Epithelial membrane pumps, channels and transporters as phenotypic markers of equine hoof keratinocytes in situ : an immunohistochemical study

Several different enzymatic techniques have been published for isolating and culturing primary equine hoof keratinocytes. However, the phenotype of the resulting primary cultures is poorly understood. Freshly isolated hoof cultures consist of a mixture of keratinocytes and fibroblasts, with the latter outgrowing and overtaking the keratinocytes. Although monoclonal antibodies against cytokeratins and vimentin have been used in recent studies to investigate the differentiation of hoof epidermal cells, there has been little progress on the basic cell biology of equine hoof keratinocytes and the markers that they express in vivo . In this study we hypothesized that epithelial transport proteins may be used as phenotypic markers for these cells.

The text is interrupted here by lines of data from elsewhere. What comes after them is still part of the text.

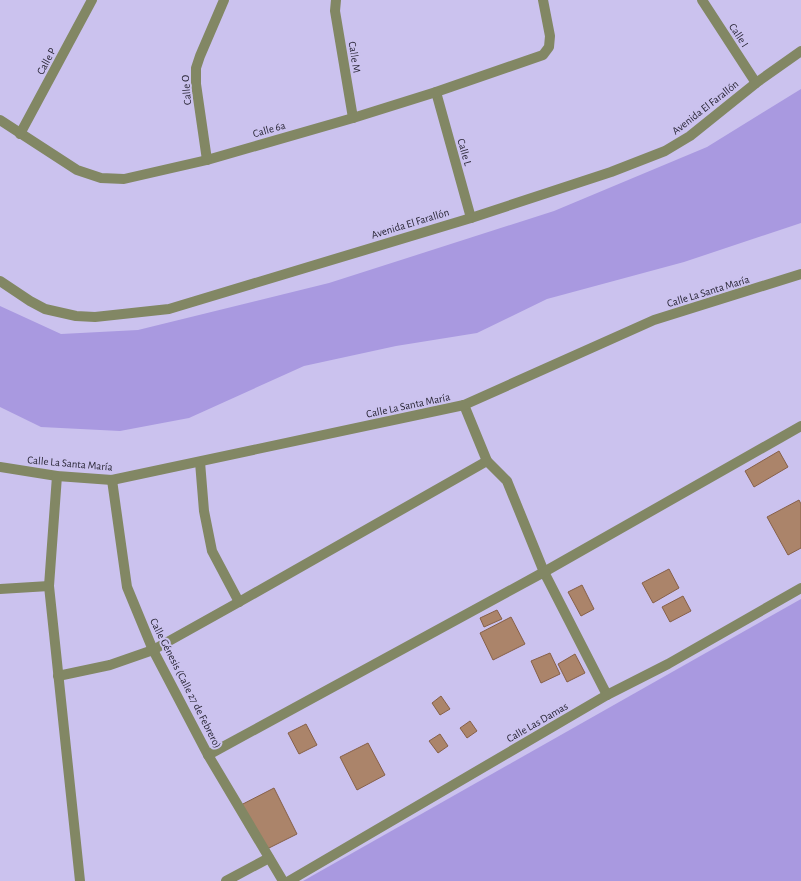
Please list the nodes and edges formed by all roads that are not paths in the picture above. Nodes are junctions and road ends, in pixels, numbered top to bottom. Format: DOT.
graph roads {
  1 [pos="92,0"];
  2 [pos="224,0"];
  3 [pos="336,0"];
  4 [pos="543,0"];
  5 [pos="702,0"];
  6 [pos="801,51"];
  7 [pos="756,83"];
  8 [pos="436,92"];
  9 [pos="353,118"];
  10 [pos="0,120"];
  11 [pos="20,134"];
  12 [pos="207,160"];
  13 [pos="471,218"];
  14 [pos="801,274"];
  15 [pos="0,281"];
  16 [pos="464,405"];
  17 [pos="801,426"];
  18 [pos="487,461"];
  19 [pos="200,462"];
  20 [pos="0,467"];
  21 [pos="57,476"];
  22 [pos="112,480"];
  23 [pos="544,572"];
  24 [pos="49,586"];
  25 [pos="801,588"];
  26 [pos="0,589"];
  27 [pos="239,602"];
  28 [pos="153,650"];
  29 [pos="58,676"];
  30 [pos="607,695"];
  31 [pos="208,755"];
  32 [pos="269,858"];
  33 [pos="80,881"];
  34 [pos="226,881"];
  35 [pos="283,881"];
  36 [pos="289,881"];
  1 -- 11 [label="street, Calle P"];
  2 -- 12 [label="street, Calle O"];
  3 -- 9 [label="street, Calle M"];
  4 -- 8 [label="street, Calle 6a"];
  5 -- 7 [label="street, Calle I"];
  6 -- 7 [label="street, Avenida El Farallón"];
  7 -- 13 [label="street, Avenida El Farallón"];
  8 -- 9 [label="street, Calle 6a"];
  8 -- 13 [label="street, Calle L"];
  9 -- 12 [label="street, Calle 6a"];
  10 -- 11 [label="street, Calle 6a"];
  11 -- 12 [label="street, Calle 6a"];
  13 -- 15 [label="street, Avenida El Farallón"];
  14 -- 16 [label="street, Calle La Santa María"];
  16 -- 18 [label="street"];
  16 -- 19 [label="street, Calle La Santa María"];
  17 -- 23 [label="street"];
  18 -- 23 [label="street"];
  18 -- 27 [label="street"];
  19 -- 22 [label="street, Calle La Santa María"];
  19 -- 27 [label="street"];
  20 -- 21 [label="street, Calle La Santa María"];
  21 -- 22 [label="street, Calle La Santa María"];
  21 -- 24 [label="street"];
  22 -- 28 [label="street, Calle Génesis (Calle 27 de Febrero)"];
  23 -- 30 [label="street"];
  23 -- 31 [label="street"];
  24 -- 26 [label="street"];
  24 -- 29 [label="street"];
  25 -- 30 [label="street, Calle Las Damas"];
  27 -- 28 [label="street"];
  28 -- 29 [label="street"];
  28 -- 31 [label="street, Calle Génesis (Calle 27 de Febrero)"];
  29 -- 33 [label="street"];
  30 -- 36 [label="street, Calle Las Damas"];
  31 -- 32 [label="street, Calle Génesis (Calle 27 de Febrero)"];
  32 -- 34 [label="street"];
  32 -- 35 [label="street, Calle Génesis (Calle 27 de Febrero)"];
}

To test this hypothesis we employed a panel of monoclonal and polyclonal antibodies against a range of epithelial ion and solute transporters to establish new phenotypic markers for these cells in situ . Equine hoof keratinocytes showed positive and preferential immunoreactivity for several transporters and ion channels compared to other cell types in the hoof. These included Na, K‐ATPase, Na, K, 2Cl co‐transporter, epithelial sodium channels (ENaC), Maxi K (BK) calcium‐activated potassium channels, and aquaporins including AQP3 and AQP9. These results suggest that epithelial membrane transporters are specific and sensitive “metabolic” markers of hoof keratinocytes.